Poiché il sindaco è l’organo istituzionalmente legittimato a rappresentante l’ente (in sostituzione del sindaco, normalmente legittimato ai sensi dell’art. 50 T.U.E.L.), la richiesta di parere è proposta dall’organo legittimato a proporla ed è pertanto soggettivamente ammissibile.

AMMISSIBILITÀ OGGETTIVA

Con riferimento alla verifica del profilo oggettivo di ammissibilità del quesito, in primo luogo occorre rammentare che la disposizione contenuta nell’art. 7, comma 8, della legge 131/2003 deve essere raccordata con il precedente comma 7, norma che attribuisce alla Corte dei conti la funzione di verificare il rispetto degli equilibri di bilancio, il perseguimento degli obiettivi posti da leggi statali e regionali di principio e di programma, la sana gestione finanziaria degli enti locali.

Lo svolgimento delle funzioni è qualificato dallo stesso legislatore come una forma di controllo collaborativo.

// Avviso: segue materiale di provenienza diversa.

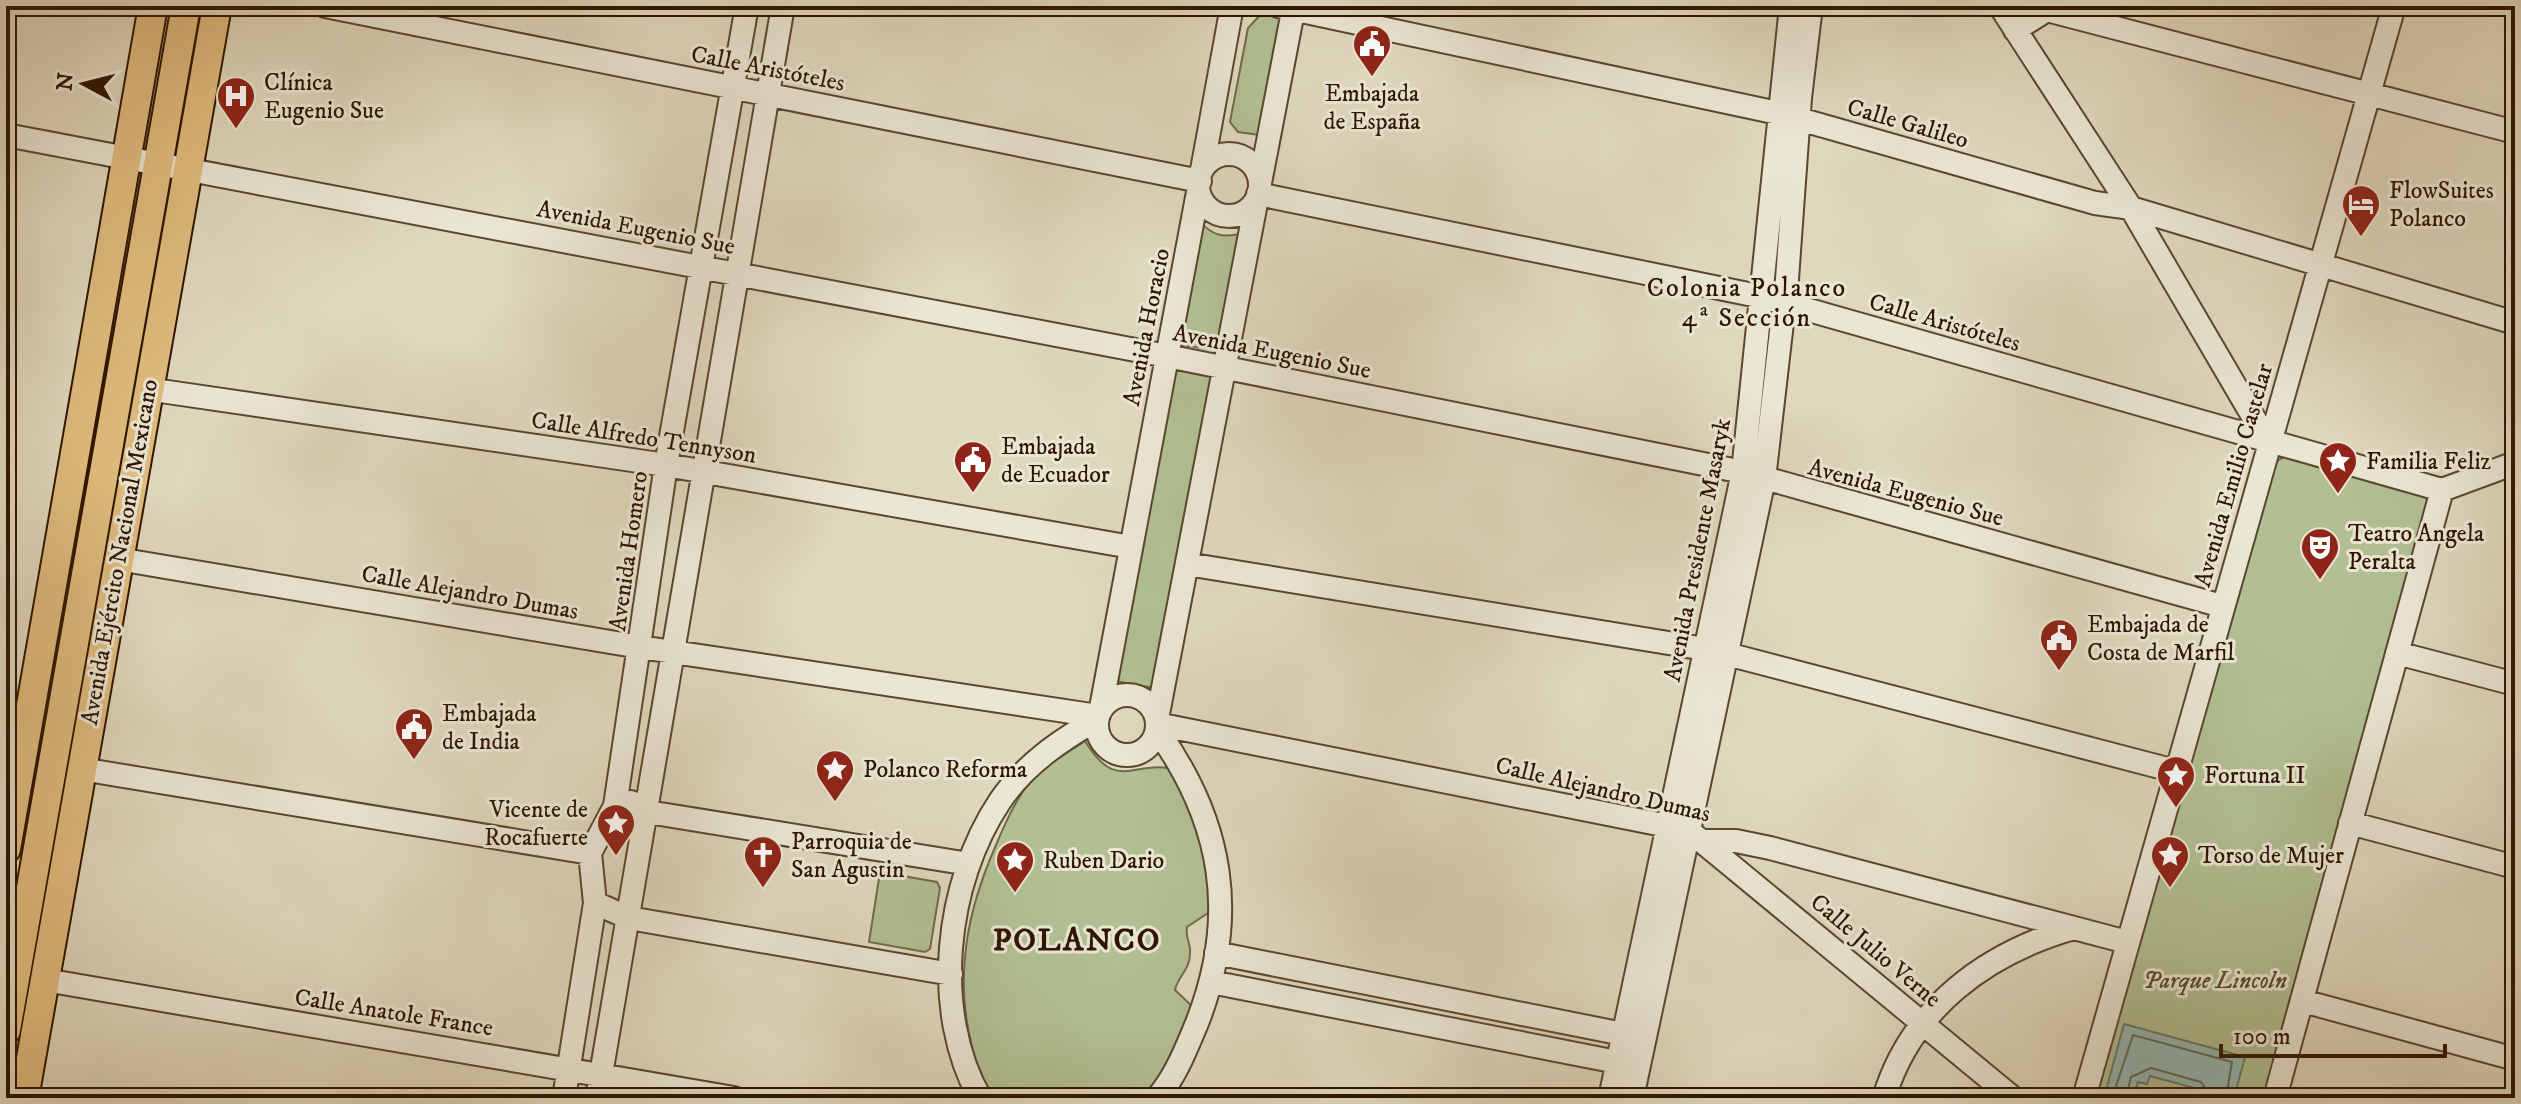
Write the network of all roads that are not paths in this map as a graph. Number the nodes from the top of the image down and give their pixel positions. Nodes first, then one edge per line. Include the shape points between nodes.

Il raccordo tra le due disposizioni opera nel senso che il comma 8 prevede forme di collaborazione ulteriori rispetto a quelle del precedente comma, rese esplicite, in particolare, con l’attribuzione agli enti della facoltà di chiedere pareri in materia di contabilità pubblica. In quest’ottica, appare chiaro che le Sezioni regionali della Corte dei conti non svolgono una funzione consultiva a carattere generale in favore degli enti locali, ma che anzi le attribuzioni consultive “in materia di contabilità pubblica” si ritagliano sulle funzioni sostanziali di controllo collaborativo ad esse conferite dalla legislazione positiva.

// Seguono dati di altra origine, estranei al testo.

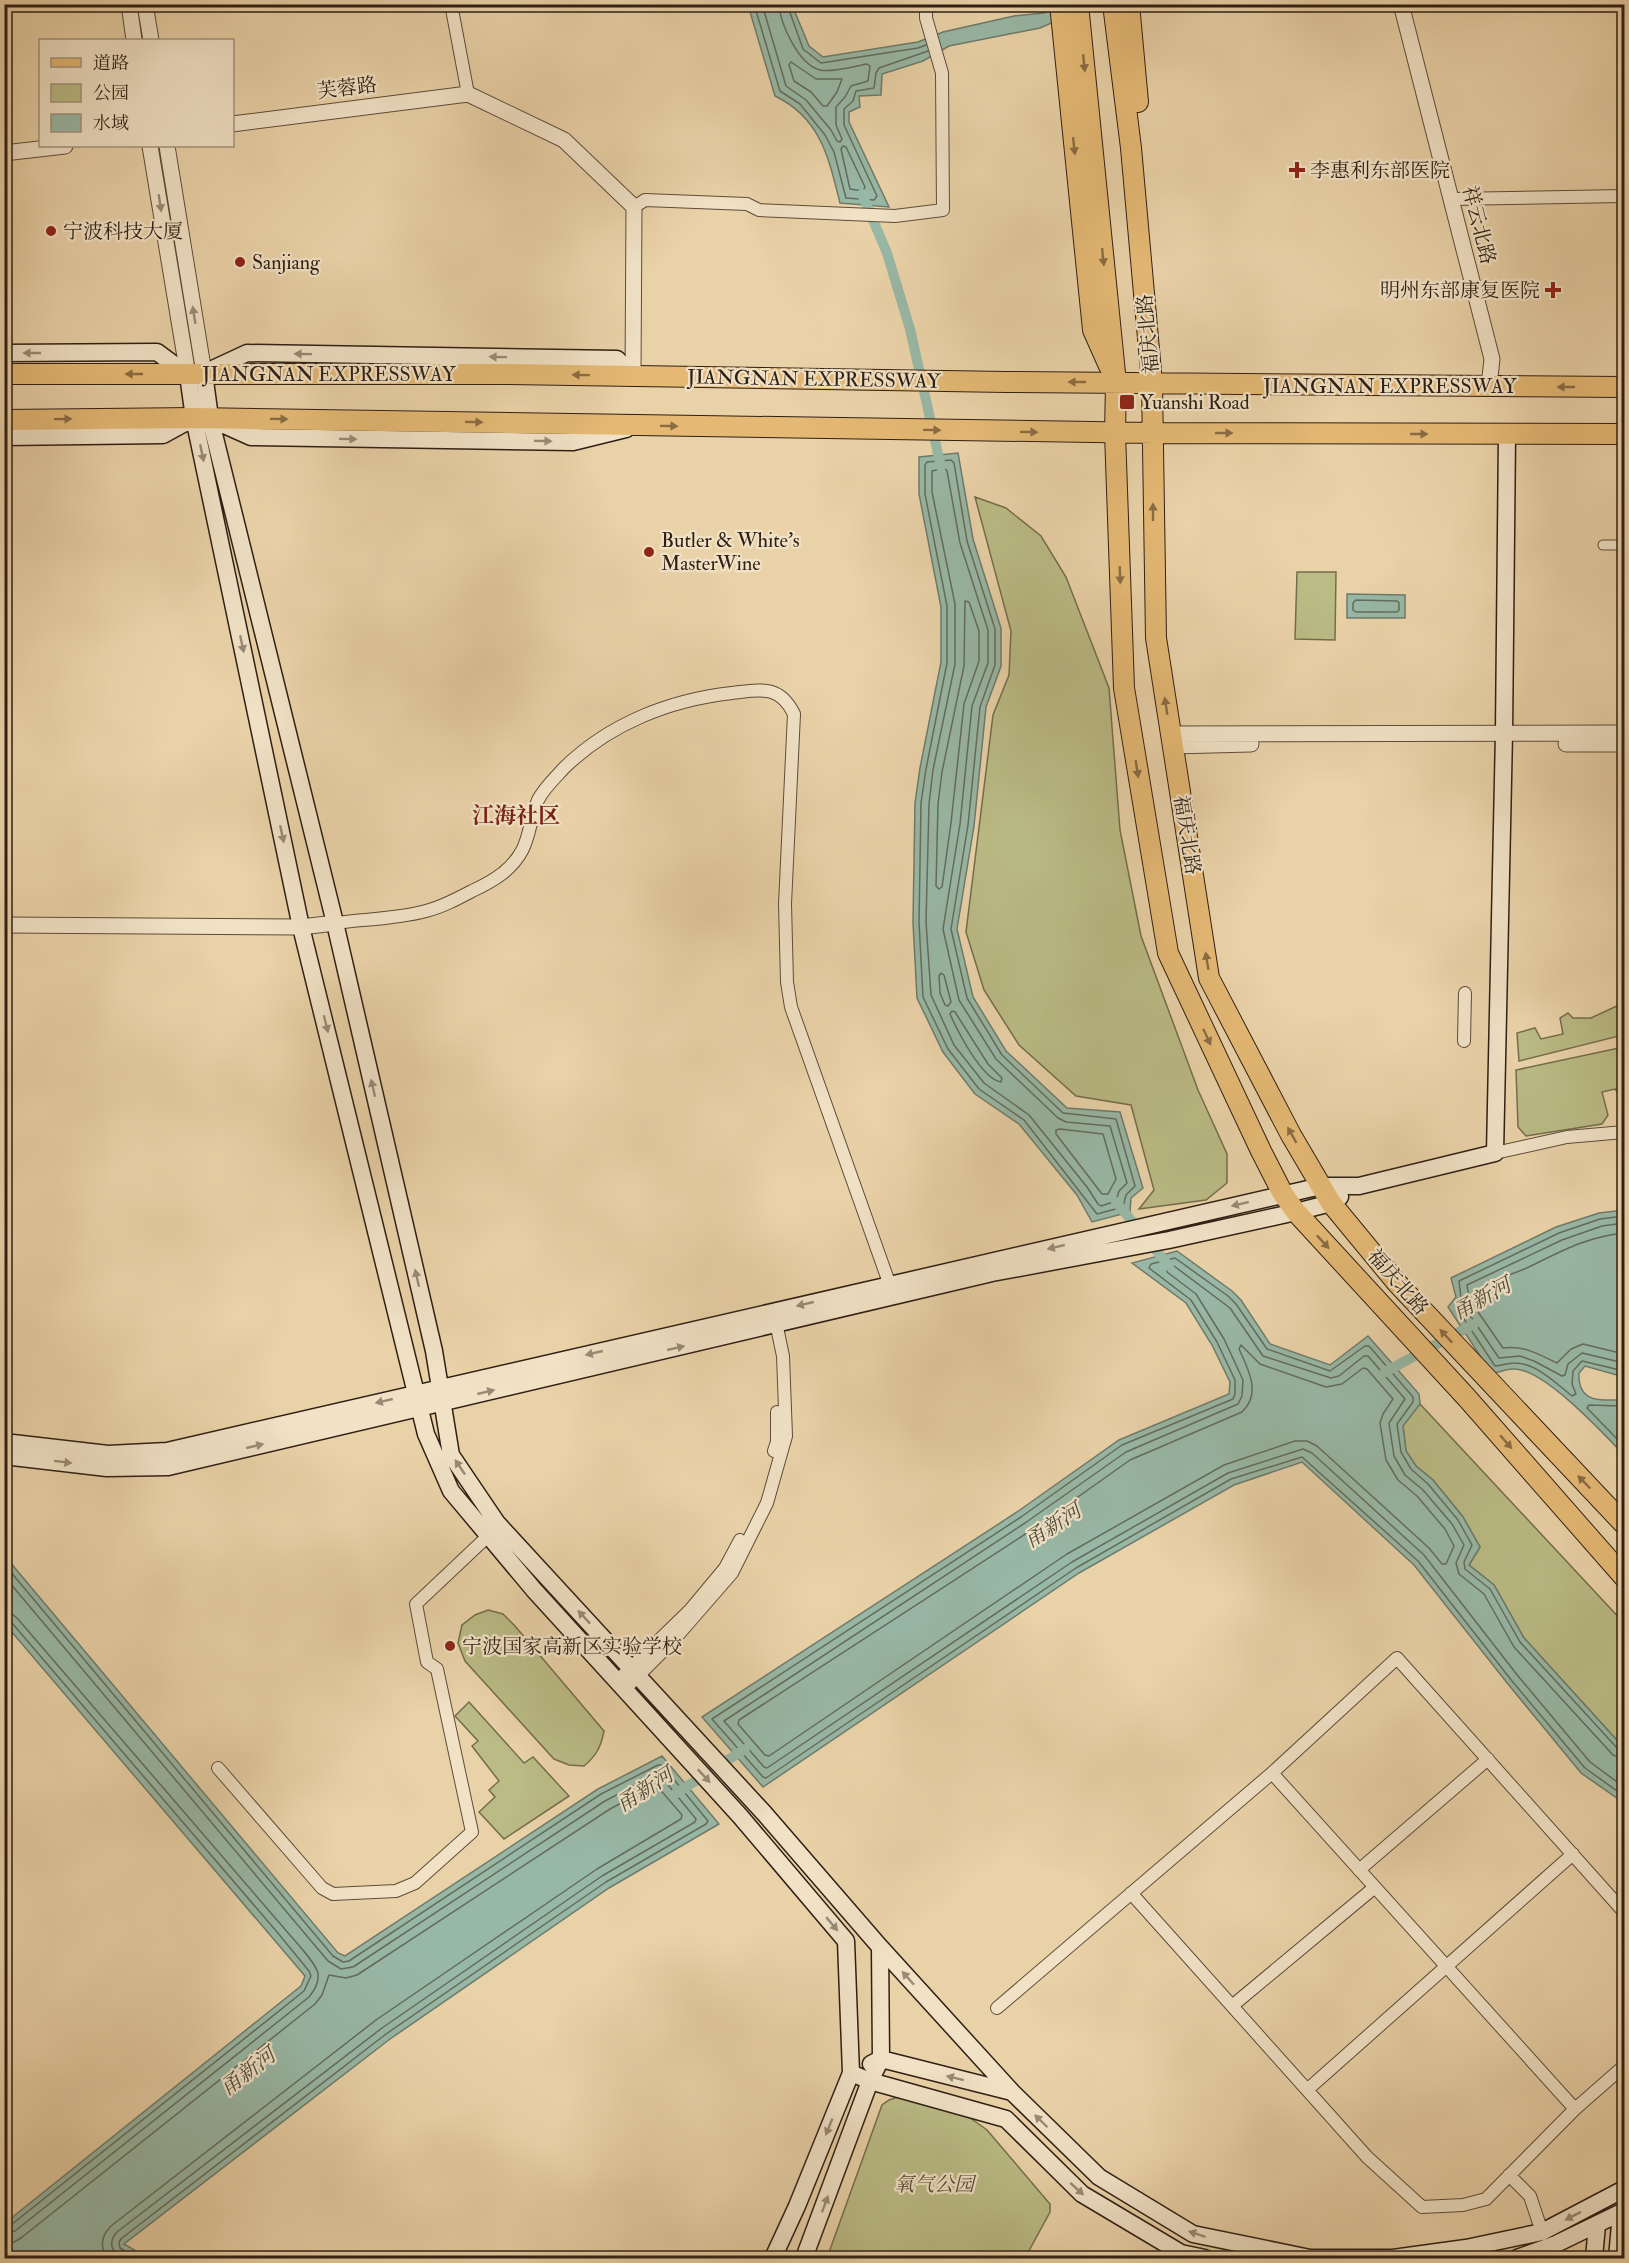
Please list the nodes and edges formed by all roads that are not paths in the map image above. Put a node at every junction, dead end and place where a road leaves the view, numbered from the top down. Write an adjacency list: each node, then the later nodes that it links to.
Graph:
1 (129, 4): 10 (street)
2 (146, 4): 11 (street)
3 (451, 4): 12 (street)
4 (926, 4): 20 (street)
5 (1060, 4): 25 (main road, one-way to 25)
6 (1078, 4): 25 (main road, 福庆北路, one-way to 25)
7 (1113, 4): 26 (main road, 福庆北路)
8 (1129, 4): 26 (main road)
9 (1401, 4): 19 (street, 祥云北路)
10 (134, 39)
11 (151, 39)
12 (468, 93): 13 (street, 芙蓉路); 20 (street)
13 (234, 124)
14 (57, 147): 17 (street)
15 (150, 147): 23 (street, one-way to 23)
16 (167, 147): 23 (street, one-way to 16)
17 (4, 153)
18 (1624, 196): 19 (street)
19 (1451, 199): 27 (street, 祥云北路)
20 (634, 207): 24 (street)
21 (4, 353): 23 (main road, one-way to 21)
22 (4, 374): 23 (main road, JIANGNAN EXPRESSWAY, one-way to 22)
23 (196, 374): 24 (main road, JIANGNAN EXPRESSWAY, one-way to 23); 29 (main road)
24 (633, 376): 25 (main road, JIANGNAN EXPRESSWAY, one-way to 24)
25 (1116, 382): 26 (main road, JIANGNAN EXPRESSWAY); 31 (main road, 福庆北路)
26 (1152, 382): 27 (main road, JIANGNAN EXPRESSWAY); 32 (main road, 福庆北路)
27 (1489, 386): 28 (main road, JIANGNAN EXPRESSWAY, one-way to 27)
28 (1624, 387)
29 (202, 418): 30 (main road, one-way to 29); 31 (main road, one-way to 31); 35 (main road); 42 (main road); 44 (main road, one-way to 44)
30 (4, 420)
31 (1115, 433): 32 (main road); 49 (main road, 福庆北路, one-way to 49)
32 (1154, 433): 33 (main road, one-way to 33); 40 (main road, 福庆北路, one-way to 32)
33 (1507, 434): 34 (main road); 39 (main road)
34 (1624, 434)
35 (4, 436)
36 (1603, 545): 37 (street)
37 (1624, 545)
38 (1624, 733): 39 (street)
39 (1504, 738): 40 (street); 41 (street); 48 (main road)
40 (1172, 740): 50 (main road, 福庆北路, one-way to 40)
41 (1624, 744)
42 (335, 923): 44 (street); 52 (street); 54 (main road, one-way to 42)
43 (4, 925): 44 (street)
44 (301, 927): 55 (main road, one-way to 55)
45 (1465, 993): 46 (street)
46 (1464, 1041)
47 (1624, 1132): 48 (street)
48 (1495, 1153): 50 (main road)
49 (1283, 1194): 50 (main road); 51 (main road, 福庆北路); 52 (main road, one-way to 52)
50 (1326, 1194): 51 (main road); 58 (main road, 福庆北路, one-way to 50)
51 (1296, 1212): 52 (main road); 60 (main road, 福庆北路, one-way to 60)
52 (889, 1291): 53 (main road)
53 (772, 1318): 54 (main road); 61 (street)
54 (442, 1395): 55 (main road); 61 (main road, one-way to 54)
55 (419, 1401): 56 (main road, one-way to 56); 57 (main road, one-way to 55); 59 (main road)
56 (4, 1442)
57 (4, 1455)
58 (1624, 1524)
59 (488, 1536): 62 (main road); 64 (street)
60 (1624, 1576)
61 (634, 1672): 62 (street); 71 (main road)
62 (621, 1685): 77 (main road, one-way to 77)
63 (1488, 1759): 65 (street); 66 (street); 67 (street)
64 (218, 1768)
65 (1272, 1773): 67 (street); 69 (street)
66 (1573, 1854): 70 (street); 72 (street)
67 (1359, 1870): 68 (street)
68 (1375, 1887): 72 (street); 73 (street)
69 (1131, 1893): 73 (street); 74 (street)
70 (1624, 1912)
71 (880, 1947): 75 (main road); 80 (main road, one-way to 71)
72 (1446, 1966): 79 (street); 81 (street)
73 (1232, 2006): 79 (street)
74 (997, 2008)
75 (881, 2059): 77 (main road); 78 (main road); 80 (main road, one-way to 75)
76 (1624, 2066): 81 (street)
77 (851, 2073): 78 (main road); 88 (main road, one-way to 88)
78 (870, 2081): 89 (main road, one-way to 78); 90 (main road, one-way to 90)
79 (1307, 2090): 82 (street)
80 (1012, 2092): 87 (main road, one-way to 80)
81 (1575, 2109): 82 (street)
82 (1509, 2175): 86 (street)
83 (1624, 2190): 86 (main road, one-way to 86)
84 (1623, 2212): 85 (main road); 93 (main road)
85 (1597, 2225): 91 (main road); 92 (main road)
86 (1542, 2232): 87 (main road)
87 (1277, 2255)
88 (773, 2259)
89 (804, 2259)
90 (1205, 2259)
91 (1517, 2259)
92 (1594, 2259)
93 (1617, 2259)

Secondo le Sezioni riunite della Corte dei conti – intervenute con una pronuncia in sede di coordinamento della finanza pubblica, ai sensi dell’art. 17, comma 31 del decreto legge 1° luglio 2009, n. 78, convertito, con modificazioni, dalla legge 3 agosto 2009, n. 102 – il concetto di contabilità pubblica deve essere incentrato sul “sistema di principi e di norme che regolano l’attività finanziaria e patrimoniale dello Stato e degli enti pubblici” da intendersi in senso dinamico in relazione alle materie che incidono sulla gestione del bilancio e sui suoi equilibri (Deliberazione del 17 novembre 2010, n. 54).

Tuttavia, l’inerenza ad una materia di contabilità pubblica non esaurisce i presupposti di ammissibilità oggettiva di un quesito, presupposti che vanno ricavati, oltre che dalla lettera della legge, dalla natura della funzione consultiva. Essi vanno stabiliti in negativo, delineando il rapporto tra tale funzione e, da un lato, l’attività amministrativa, dall’altro, la funzione giurisdizionale civile, penale, amministrativa e contabile.

Rispetto all’attività amministrativa, questa Sezione, in più occasioni, ha riconosciuto che la funzione di cui al comma 8 dell’art. 7 della Legge n. 131/2003, è una facoltà conferita agli amministratori di Regioni ed enti locali per consentire loro di avvalersi, nello svolgimento delle funzioni loro intestate, di un organo neutrale e professionalmente qualificato, in grado di fornire gli elementi di valutazioni necessari ad assicurare la legalità della loro azione: è innegabile che i pareri e le altre forme di collaborazione si inseriscono nello svolgimento dei procedimenti degli enti territoriali consentendo, nelle tematiche in relazione alle quali la collaborazione viene esercitata, scelte adeguate e ponderate.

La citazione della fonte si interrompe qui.